In qualche modo sapevo di essere all'interno di un sogno. Era come se la mia testa fosse leggera, ma il corpo pesante. Non saprei descrivere precisamente questa sensazione, mai avevo provato qualcosa del genere.

Mi trovavo in camera mia, una camera diversa dal solito. Sulla scrivania erano sistemati dei testi scolastici e appesi alle pareti si trovavano poster di band famose. La musica che proveniva dallo stereo sparava a tutto volume la voce gracchiante di un cantante rock.

«Eveline!», mi richiamò mia madre dal piano inferiore.

Abbassai il volume della musica e scesi di sotto.

«Puoi dirmi cosa ne pensi? Non capisco se c'è troppo sale», disse sollevando un mestolo sporco di sugo.

Il vapore usciva da alcune pentole sui fornelli e il timer del forno ticchettava segnalando che mancavano dieci minuti al termine della cottura; dall'odore sembrava arrosto.

Poggiai le labbra sul mestolo e storsi la bocca per il disgusto: «Direi invece che ce n'è troppo».

«Sicura?», domandò assaggiando a sua volta, «Forse sono le mie papille gustative che non funzionano più come una volta», disse alzando le spalle.

«Mamma», mormorai, «ma tu hai appena mangiato del cibo?», chiesi sapendo che fosse una cosa inconcepibile.

Lei si stizzì e andò verso il tavolo che era apparecchiato per sei persone con il nostro miglior servizio di piatti e bicchieri.

«Viene qualcuno a cena?», domandai ancora più confusa.

«Smettila di farmi perdere tempo, piuttosto vai a cambiarti», mi rimproverò.

Salita in camera, mi chiesi cosa stesse succedendo.

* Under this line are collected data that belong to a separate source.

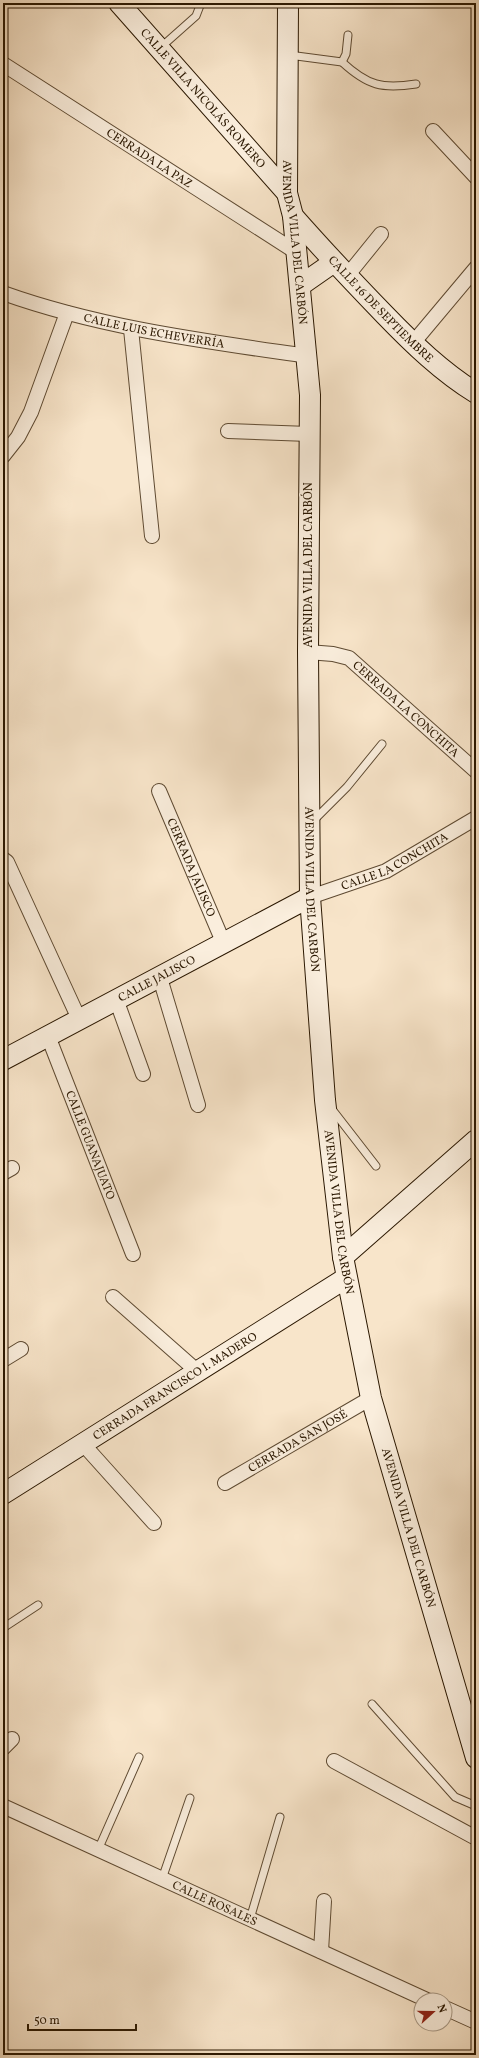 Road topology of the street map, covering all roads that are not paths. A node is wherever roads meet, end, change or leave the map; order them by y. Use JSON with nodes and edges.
{"nodes":[{"id":1,"x":119,"y":3,"type":"edge"},
{"id":2,"x":201,"y":3,"type":"edge"},
{"id":3,"x":288,"y":3,"type":"edge"},
{"id":4,"x":348,"y":35,"type":"dead end"},
{"id":5,"x":160,"y":48,"type":"junction"},
{"id":6,"x":287,"y":55,"type":"junction"},
{"id":7,"x":342,"y":62,"type":"junction"},
{"id":8,"x":3,"y":64,"type":"edge"},
{"id":9,"x":416,"y":84,"type":"dead end"},
{"id":10,"x":433,"y":131,"type":"dead end"},
{"id":11,"x":476,"y":177,"type":"edge"},
{"id":12,"x":287,"y":193,"type":"junction"},
{"id":13,"x":293,"y":216,"type":"junction"},
{"id":14,"x":381,"y":234,"type":"dead end"},
{"id":15,"x":296,"y":252,"type":"junction"},
{"id":16,"x":476,"y":268,"type":"edge"},
{"id":17,"x":340,"y":269,"type":"junction"},
{"id":18,"x":301,"y":285,"type":"junction"},
{"id":19,"x":3,"y":293,"type":"edge"},
{"id":20,"x":67,"y":313,"type":"junction"},
{"id":21,"x":131,"y":329,"type":"junction"},
{"id":22,"x":413,"y":343,"type":"junction"},
{"id":23,"x":307,"y":356,"type":"junction"},
{"id":24,"x":476,"y":393,"type":"edge"},
{"id":25,"x":228,"y":431,"type":"dead end"},
{"id":26,"x":309,"y":434,"type":"junction"},
{"id":27,"x":3,"y":456,"type":"edge"},
{"id":28,"x":152,"y":536,"type":"dead end"},
{"id":29,"x":308,"y":652,"type":"junction"},
{"id":30,"x":382,"y":744,"type":"dead end"},
{"id":31,"x":476,"y":771,"type":"edge"},
{"id":32,"x":159,"y":791,"type":"dead end"},
{"id":33,"x":476,"y":818,"type":"edge"},
{"id":34,"x":310,"y":824,"type":"junction"},
{"id":35,"x":3,"y":859,"type":"edge"},
{"id":36,"x":310,"y":897,"type":"junction"},
{"id":37,"x":224,"y":944,"type":"junction"},
{"id":38,"x":160,"y":978,"type":"junction"},
{"id":39,"x":116,"y":999,"type":"junction"},
{"id":40,"x":79,"y":1019,"type":"junction"},
{"id":41,"x":48,"y":1036,"type":"junction"},
{"id":42,"x":3,"y":1060,"type":"edge"},
{"id":43,"x":143,"y":1074,"type":"dead end"},
{"id":44,"x":325,"y":1100,"type":"junction"},
{"id":45,"x":198,"y":1105,"type":"dead end"},
{"id":46,"x":476,"y":1140,"type":"edge"},
{"id":47,"x":376,"y":1166,"type":"dead end"},
{"id":48,"x":133,"y":1254,"type":"dead end"},
{"id":49,"x":343,"y":1257,"type":"junction"},
{"id":50,"x":346,"y":1278,"type":"junction"},
{"id":51,"x":113,"y":1297,"type":"dead end"},
{"id":52,"x":21,"y":1349,"type":"dead end"},
{"id":53,"x":3,"y":1360,"type":"edge"},
{"id":54,"x":198,"y":1372,"type":"junction"},
{"id":55,"x":371,"y":1398,"type":"junction"},
{"id":56,"x":83,"y":1444,"type":"junction"},
{"id":57,"x":225,"y":1483,"type":"dead end"},
{"id":58,"x":3,"y":1494,"type":"edge"},
{"id":59,"x":154,"y":1523,"type":"dead end"},
{"id":60,"x":38,"y":1605,"type":"dead end"},
{"id":61,"x":3,"y":1628,"type":"edge"},
{"id":62,"x":372,"y":1704,"type":"dead end"},
{"id":63,"x":139,"y":1757,"type":"dead end"},
{"id":64,"x":476,"y":1758,"type":"edge"},
{"id":65,"x":334,"y":1761,"type":"dead end"},
{"id":66,"x":190,"y":1798,"type":"dead end"},
{"id":67,"x":3,"y":1806,"type":"edge"},
{"id":68,"x":476,"y":1806,"type":"edge"},
{"id":69,"x":280,"y":1817,"type":"dead end"},
{"id":70,"x":476,"y":1838,"type":"edge"},
{"id":71,"x":98,"y":1850,"type":"junction"},
{"id":72,"x":162,"y":1879,"type":"junction"},
{"id":73,"x":324,"y":1901,"type":"dead end"},
{"id":74,"x":250,"y":1919,"type":"junction"},
{"id":75,"x":321,"y":1951,"type":"junction"},
{"id":76,"x":413,"y":1994,"type":"edge"},
{"id":77,"x":453,"y":2012,"type":"edge"},
{"id":78,"x":476,"y":2022,"type":"edge"}],
"edges":[{"from":1,"to":5,"type":"main road","name":"CALLE VILLA NICOLÁS ROMERO"},
{"from":2,"to":5,"type":"lane"},
{"from":3,"to":6,"type":"main road","name":"AVENIDA VILLA DEL CARBÓN"},
{"from":4,"to":7,"type":"lane"},
{"from":5,"to":12,"type":"main road","name":"CALLE VILLA NICOLÁS ROMERO"},
{"from":6,"to":7,"type":"lane"},
{"from":6,"to":12,"type":"main road","name":"AVENIDA VILLA DEL CARBÓN"},
{"from":7,"to":9,"type":"lane"},
{"from":8,"to":15,"type":"street","name":"CERRADA LA PAZ"},
{"from":10,"to":11,"type":"street"},
{"from":12,"to":13,"type":"main road","name":"AVENIDA VILLA DEL CARBÓN"},
{"from":13,"to":15,"type":"main road","name":"AVENIDA VILLA DEL CARBÓN"},
{"from":13,"to":17,"type":"main road","name":"CALLE 16 DE SEPTIEMBRE"},
{"from":14,"to":17,"type":"street"},
{"from":15,"to":18,"type":"main road","name":"AVENIDA VILLA DEL CARBÓN"},
{"from":16,"to":22,"type":"street"},
{"from":17,"to":18,"type":"main road"},
{"from":17,"to":22,"type":"main road","name":"CALLE 16 DE SEPTIEMBRE"},
{"from":18,"to":23,"type":"main road","name":"AVENIDA VILLA DEL CARBÓN"},
{"from":19,"to":20,"type":"street","name":"CALLE LUIS ECHEVERRÍA"},
{"from":20,"to":21,"type":"street","name":"CALLE LUIS ECHEVERRÍA"},
{"from":20,"to":27,"type":"street"},
{"from":21,"to":23,"type":"street","name":"CALLE LUIS ECHEVERRÍA"},
{"from":21,"to":28,"type":"street"},
{"from":22,"to":24,"type":"main road","name":"CALLE 16 DE SEPTIEMBRE"},
{"from":23,"to":26,"type":"main road","name":"AVENIDA VILLA DEL CARBÓN"},
{"from":25,"to":26,"type":"street"},
{"from":26,"to":29,"type":"main road","name":"AVENIDA VILLA DEL CARBÓN"},
{"from":29,"to":31,"type":"street","name":"CERRADA LA CONCHITA"},
{"from":29,"to":34,"type":"main road","name":"AVENIDA VILLA DEL CARBÓN"},
{"from":30,"to":34,"type":"lane"},
{"from":32,"to":37,"type":"street","name":"CERRADA JALISCO"},
{"from":33,"to":36,"type":"street","name":"CALLE LA CONCHITA"},
{"from":34,"to":36,"type":"main road","name":"AVENIDA VILLA DEL CARBÓN"},
{"from":35,"to":40,"type":"street"},
{"from":36,"to":37,"type":"main road","name":"CALLE JALISCO"},
{"from":36,"to":44,"type":"main road","name":"AVENIDA VILLA DEL CARBÓN"},
{"from":37,"to":38,"type":"main road","name":"CALLE JALISCO"},
{"from":38,"to":39,"type":"main road","name":"CALLE JALISCO"},
{"from":38,"to":45,"type":"street"},
{"from":39,"to":40,"type":"main road","name":"CALLE JALISCO"},
{"from":39,"to":43,"type":"street"},
{"from":40,"to":41,"type":"main road","name":"CALLE JALISCO"},
{"from":41,"to":42,"type":"main road","name":"CALLE JALISCO"},
{"from":41,"to":48,"type":"street","name":"CALLE GUANAJUATO"},
{"from":44,"to":47,"type":"lane"},
{"from":44,"to":49,"type":"main road","name":"AVENIDA VILLA DEL CARBÓN"},
{"from":46,"to":49,"type":"main road"},
{"from":49,"to":50,"type":"main road","name":"AVENIDA VILLA DEL CARBÓN"},
{"from":50,"to":54,"type":"main road","name":"CERRADA FRANCISCO I. MADERO"},
{"from":50,"to":55,"type":"main road","name":"AVENIDA VILLA DEL CARBÓN"},
{"from":51,"to":54,"type":"street"},
{"from":52,"to":53,"type":"street"},
{"from":54,"to":56,"type":"main road","name":"CERRADA FRANCISCO I. MADERO"},
{"from":55,"to":57,"type":"street","name":"CERRADA SAN JOSÉ"},
{"from":55,"to":64,"type":"main road","name":"AVENIDA VILLA DEL CARBÓN"},
{"from":56,"to":58,"type":"main road","name":"CERRADA FRANCISCO I. MADERO"},
{"from":56,"to":59,"type":"street"},
{"from":60,"to":61,"type":"lane"},
{"from":62,"to":68,"type":"lane"},
{"from":63,"to":71,"type":"lane"},
{"from":65,"to":70,"type":"street"},
{"from":66,"to":72,"type":"lane"},
{"from":67,"to":71,"type":"street","name":"CALLE ROSALES"},
{"from":69,"to":74,"type":"lane"},
{"from":71,"to":72,"type":"street","name":"CALLE ROSALES"},
{"from":72,"to":74,"type":"street","name":"CALLE ROSALES"},
{"from":73,"to":75,"type":"street"},
{"from":74,"to":75,"type":"street","name":"CALLE ROSALES"},
{"from":75,"to":76,"type":"street","name":"CALLE ROSALES"},
{"from":77,"to":78,"type":"street"}]}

Nella mia mente non riuscivo a separare ciò che era reale da ciò che non lo era.

Indossai il vestito blu appeso nell'anta dell'armadio fatto di un tessuto morbido e comodo e tornai di sotto. Le pentole erano svanite e il cibo fumava sui vassoi in tavola.

Suonò il campanello; i primi a entrare furono Kyle e Sarah, poi fece il suo ingresso Jason, che portò un mazzo di fiori lilla molto profumati per ringraziarci dell'invito. L'atmosfera era meravigliosa e mi sentivo bene. L'idea che fosse impossibile non mi sfiorò neanche un attimo. Nella realtà, Kyle non avrebbe di certo potuto rubare il purè dal piatto e Sarah non avrebbe mai mangiato un grissino dicendo di essere affamata. D'un tratto, tutto ciò che in un'altra vita sarebbe stata la normalità, mi stava scomodo. Jason continuava a sorridere mentre parlava con mia madre e lei era cortese nei suoi confronti. Non gli aveva fatto domande imbarazzanti o battutine sul nostro rapporto, come invece sapevo avrebbe fatto nella vita reale. Mi poggiai al muro e sospirai per mantenere il controllo. Tutto ciò non era altro che un mio desiderio sciocco e banale.

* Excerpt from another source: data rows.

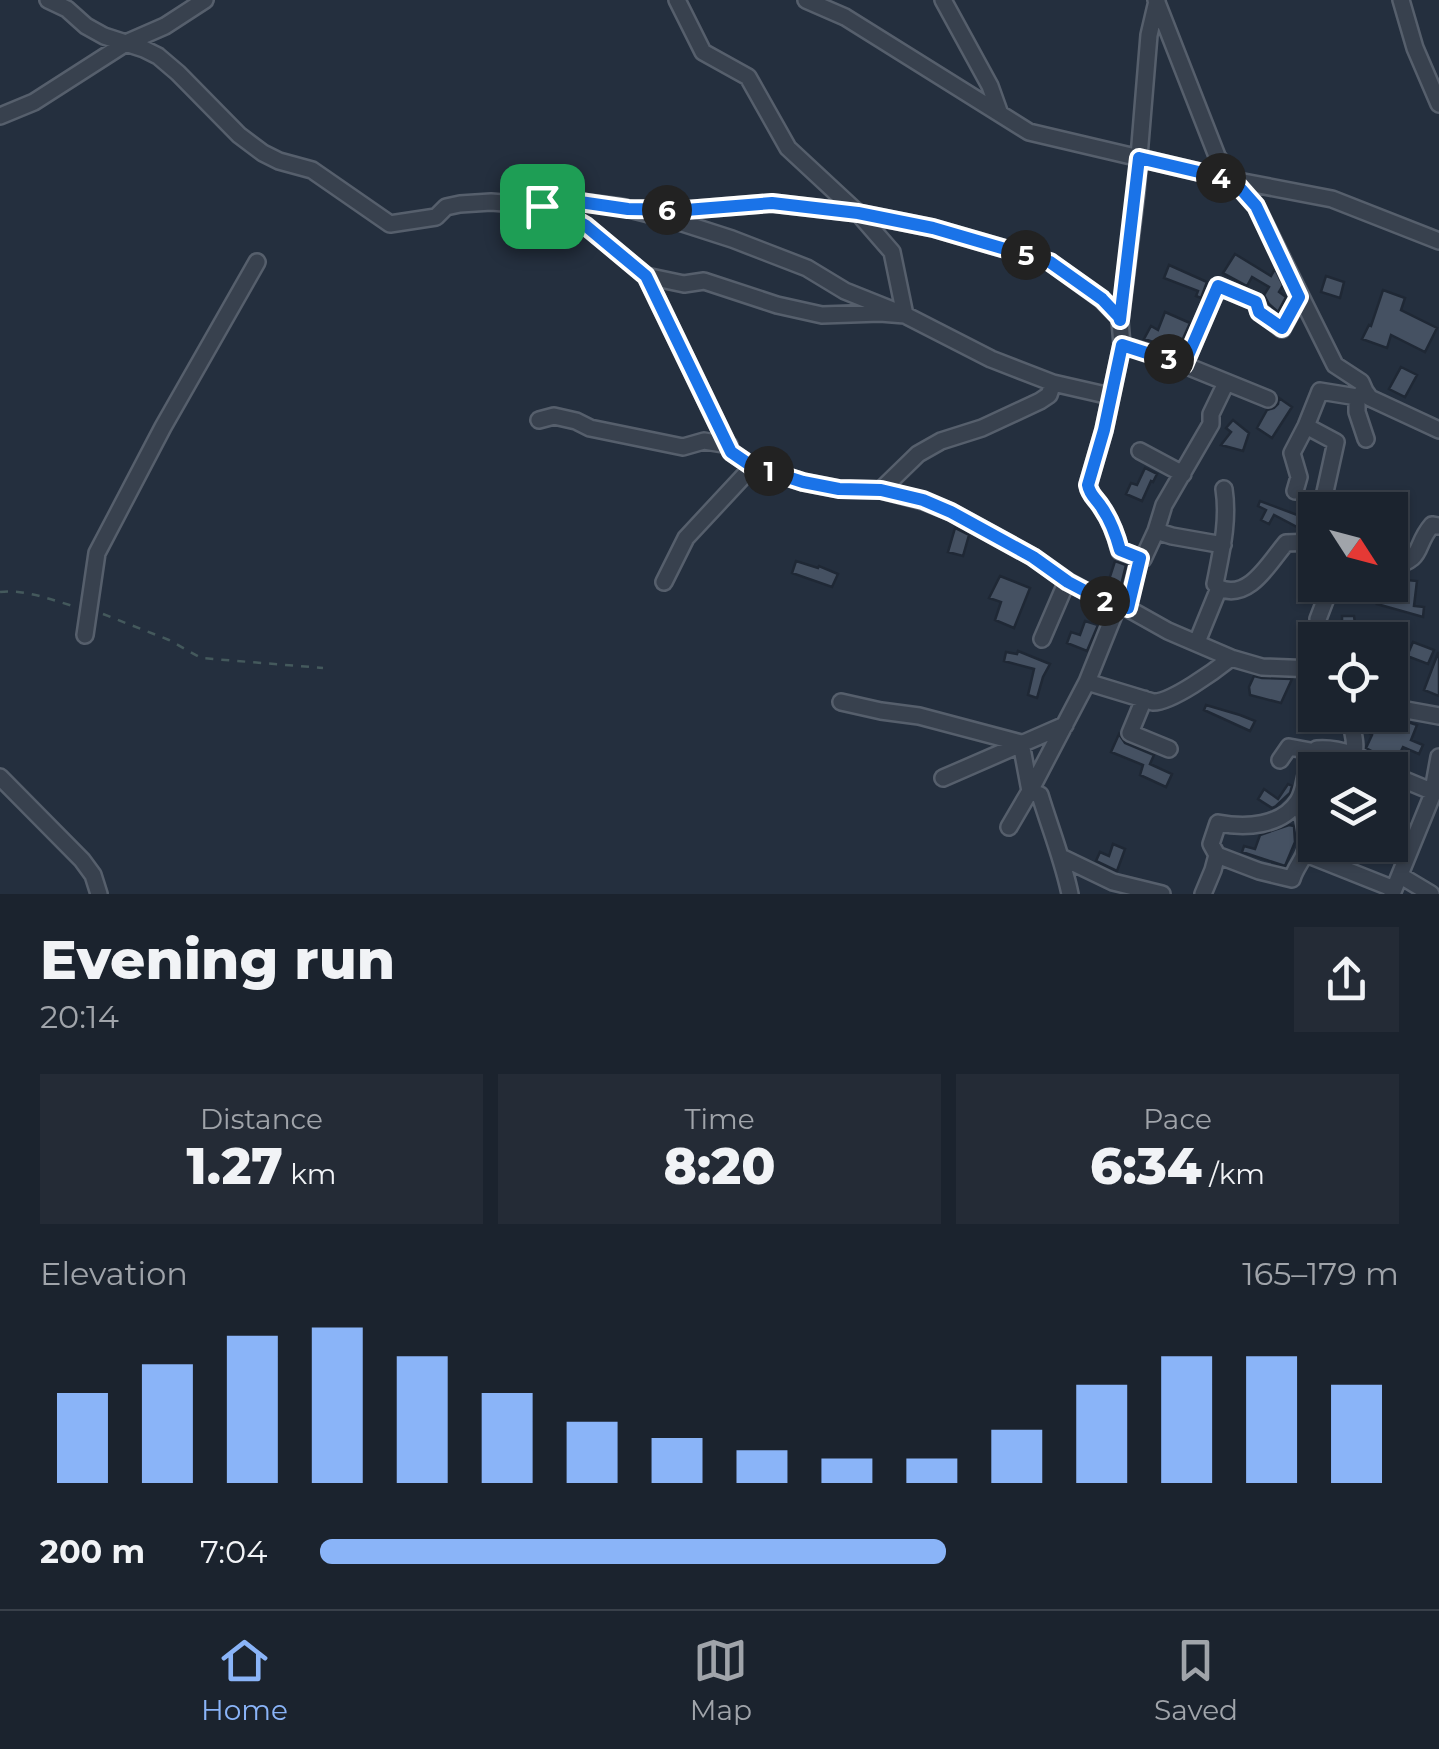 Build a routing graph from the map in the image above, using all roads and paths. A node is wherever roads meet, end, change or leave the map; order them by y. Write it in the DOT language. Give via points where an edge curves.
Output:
graph roads {
  1 [pos="48,0"];
  2 [pos="205,0"];
  3 [pos="677,0"];
  4 [pos="806,0"];
  5 [pos="943,0"];
  6 [pos="1401,0"];
  7 [pos="1156,1"];
  8 [pos="126,43"];
  9 [pos="1439,104"];
  10 [pos="1000,114"];
  11 [pos="0,116"];
  12 [pos="1139,158"];
  13 [pos="1233,180"];
  14 [pos="542,206"];
  15 [pos="628,209"];
  16 [pos="858,213"];
  17 [pos="1439,241"];
  18 [pos="257,262"];
  19 [pos="646,276"];
  20 [pos="1299,297"];
  21 [pos="905,315"];
  22 [pos="1120,320"];
  23 [pos="1122,345"];
  24 [pos="1184,365"];
  25 [pos="1335,366"];
  26 [pos="1226,382"];
  27 [pos="1053,383"];
  28 [pos="1326,392"];
  29 [pos="1361,394"];
  30 [pos="1110,396"];
  31 [pos="1268,399"];
  32 [pos="540,420"];
  33 [pos="1306,426"];
  34 [pos="1439,430"];
  35 [pos="1366,439"];
  36 [pos="728,444"];
  37 [pos="1140,451"];
  38 [pos="753,466"];
  39 [pos="1183,474"];
  40 [pos="1224,489"];
  41 [pos="881,490"];
  42 [pos="1295,491"];
  43 [pos="1325,492"];
  44 [pos="1439,526"];
  45 [pos="1156,531"];
  46 [pos="1298,542"];
  47 [pos="1223,545"];
  48 [pos="1140,558"];
  49 [pos="1408,562"];
  50 [pos="659,577"];
  51 [pos="1068,582"];
  52 [pos="1219,588"];
  53 [pos="0,592"];
  54 [pos="1122,606"];
  55 [pos="89,610"];
  56 [pos="86,635"];
  57 [pos="1042,639"];
  58 [pos="1197,642"];
  59 [pos="1231,658"];
  60 [pos="322,668"];
  61 [pos="1298,668"];
  62 [pos="1088,682"];
  63 [pos="1144,699"];
  64 [pos="840,702"];
  65 [pos="1408,710"];
  66 [pos="1439,716"];
  67 [pos="1065,724"];
  68 [pos="1021,743"];
  69 [pos="1169,750"];
  70 [pos="1316,752"];
  71 [pos="1345,752"];
  72 [pos="1439,757"];
  73 [pos="1280,760"];
  74 [pos="0,777"];
  75 [pos="943,778"];
  76 [pos="1408,783"];
  77 [pos="1030,792"];
  78 [pos="1434,795"];
  79 [pos="1298,801"];
  80 [pos="1008,827"];
  81 [pos="1217,855"];
  82 [pos="1061,857"];
  83 [pos="1299,862"];
  84 [pos="1328,862"];
  85 [pos="1396,886"];
  86 [pos="98,894"];
  87 [pos="1070,894"];
  88 [pos="1162,894"];
  89 [pos="1203,894"];
  90 [pos="1432,894"];
  1 -- 8 [label="street"];
  2 -- 8 [label="street"];
  3 -- 16 [label="street" via="703,52 748,77 788,148"];
  4 -- 10 [label="street" via="845,17"];
  5 -- 10 [label="street"];
  6 -- 9 [label="street"];
  7 -- 12 [label="street"];
  7 -- 13 [label="street" via="1210,140"];
  8 -- 11 [label="street"];
  8 -- 14 [label="street" via="158,56 263,153 312,170 390,224 436,217 460,204"];
  10 -- 12 [label="street" via="1029,132"];
  12 -- 13 [label="street"];
  12 -- 22 [label="street"];
  13 -- 17 [label="street" via="1332,199"];
  13 -- 20 [label="street" via="1256,206"];
  14 -- 15 [label="street" via="580,202"];
  14 -- 19 [label="street" via="586,226"];
  15 -- 16 [label="street" via="772,203"];
  15 -- 21 [label="street" via="732,239"];
  16 -- 21 [label="street" via="892,252"];
  16 -- 22 [label="street" via="1050,262"];
  18 -- 55 [label="street" via="97,553"];
  19 -- 21 [label="street" via="704,281 822,315"];
  19 -- 36 [label="street"];
  20 -- 24 [label="street" via="1282,328 1256,302 1218,286"];
  20 -- 25 [label="street"];
  21 -- 27 [label="street"];
  22 -- 23 [label="street"];
  23 -- 24 [label="street"];
  23 -- 30 [label="street"];
  24 -- 26 [label="street"];
  25 -- 28 [label="street"];
  25 -- 29 [label="street" via="1360,382"];
  26 -- 31 [label="street"];
  26 -- 39 [label="street" via="1212,424"];
  27 -- 30 [label="street"];
  27 -- 41 [label="street" via="1040,401 918,454"];
  28 -- 29 [label="street"];
  28 -- 33 [label="street" via="1320,391"];
  29 -- 34 [label="street"];
  29 -- 35 [label="street" via="1357,412"];
  30 -- 48 [label="street" via="1088,485 1120,550"];
  32 -- 36 [label="street" via="554,416 683,447"];
  33 -- 42 [label="street" via="1292,453 1299,478"];
  33 -- 43 [label="street" via="1336,442"];
  36 -- 38 [label="street"];
  37 -- 39 [label="street"];
  38 -- 41 [label="street" via="839,489"];
  38 -- 50 [label="street"];
  39 -- 45 [label="street"];
  40 -- 47 [label="street"];
  41 -- 51 [label="street" via="951,512"];
  44 -- 49 [label="street" via="1428,529"];
  45 -- 47 [label="street"];
  45 -- 48 [label="street"];
  46 -- 52 [label="street" via="1286,543 1248,588"];
  47 -- 52 [label="street"];
  48 -- 54 [label="street"];
  51 -- 54 [label="street"];
  51 -- 57 [label="street"];
  52 -- 58 [label="street"];
  53 -- 55 [label="path"];
  54 -- 58 [label="street"];
  54 -- 62 [label="street"];
  55 -- 56 [label="street"];
  55 -- 60 [label="path" via="202,658"];
  58 -- 59 [label="street"];
  59 -- 61 [label="street"];
  59 -- 63 [label="street" via="1164,703"];
  62 -- 63 [label="street"];
  62 -- 67 [label="street"];
  63 -- 69 [label="street" via="1130,733"];
  64 -- 68 [label="street"];
  65 -- 66 [label="street"];
  67 -- 68 [label="street"];
  67 -- 77 [label="street"];
  68 -- 75 [label="street"];
  68 -- 77 [label="street"];
  70 -- 71 [label="street"];
  70 -- 73 [label="street" via="1289,747"];
  72 -- 78 [label="street"];
  74 -- 86 [label="street" via="82,860"];
  76 -- 78 [label="street"];
  77 -- 80 [label="street"];
  77 -- 82 [label="street" via="1040,795"];
  78 -- 85 [label="street"];
  79 -- 81 [label="street" via="1256,826 1218,824 1211,844"];
  81 -- 83 [label="street" via="1292,879"];
  81 -- 89 [label="street"];
  82 -- 87 [label="street"];
  82 -- 88 [label="street" via="1113,882"];
  84 -- 85 [label="street"];
  85 -- 90 [label="street"];
}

Ci sedemmo a tavola per cenare e solo allora mi accorsi del posto vuoto davanti al mio.

In quell'istante, il campanello suonò ancora una volta.

«Eveline, potresti andare tu? Io sono occupata», chiese mia madre mentre tagliava l'arrosto.

Strisciai la sedia sul pavimento e mi avviai verso l'ingresso.

«Buonasera».

Connor sorrise allungando una rosa, molto simile a quella che mi aveva regalato durante la serata di musica al parco, anzi forse era proprio quella. Era vestito in modo elegante, ma a differenza di Jason, il cui vestito sembrava appartenere a qualcun altro, era perfetto.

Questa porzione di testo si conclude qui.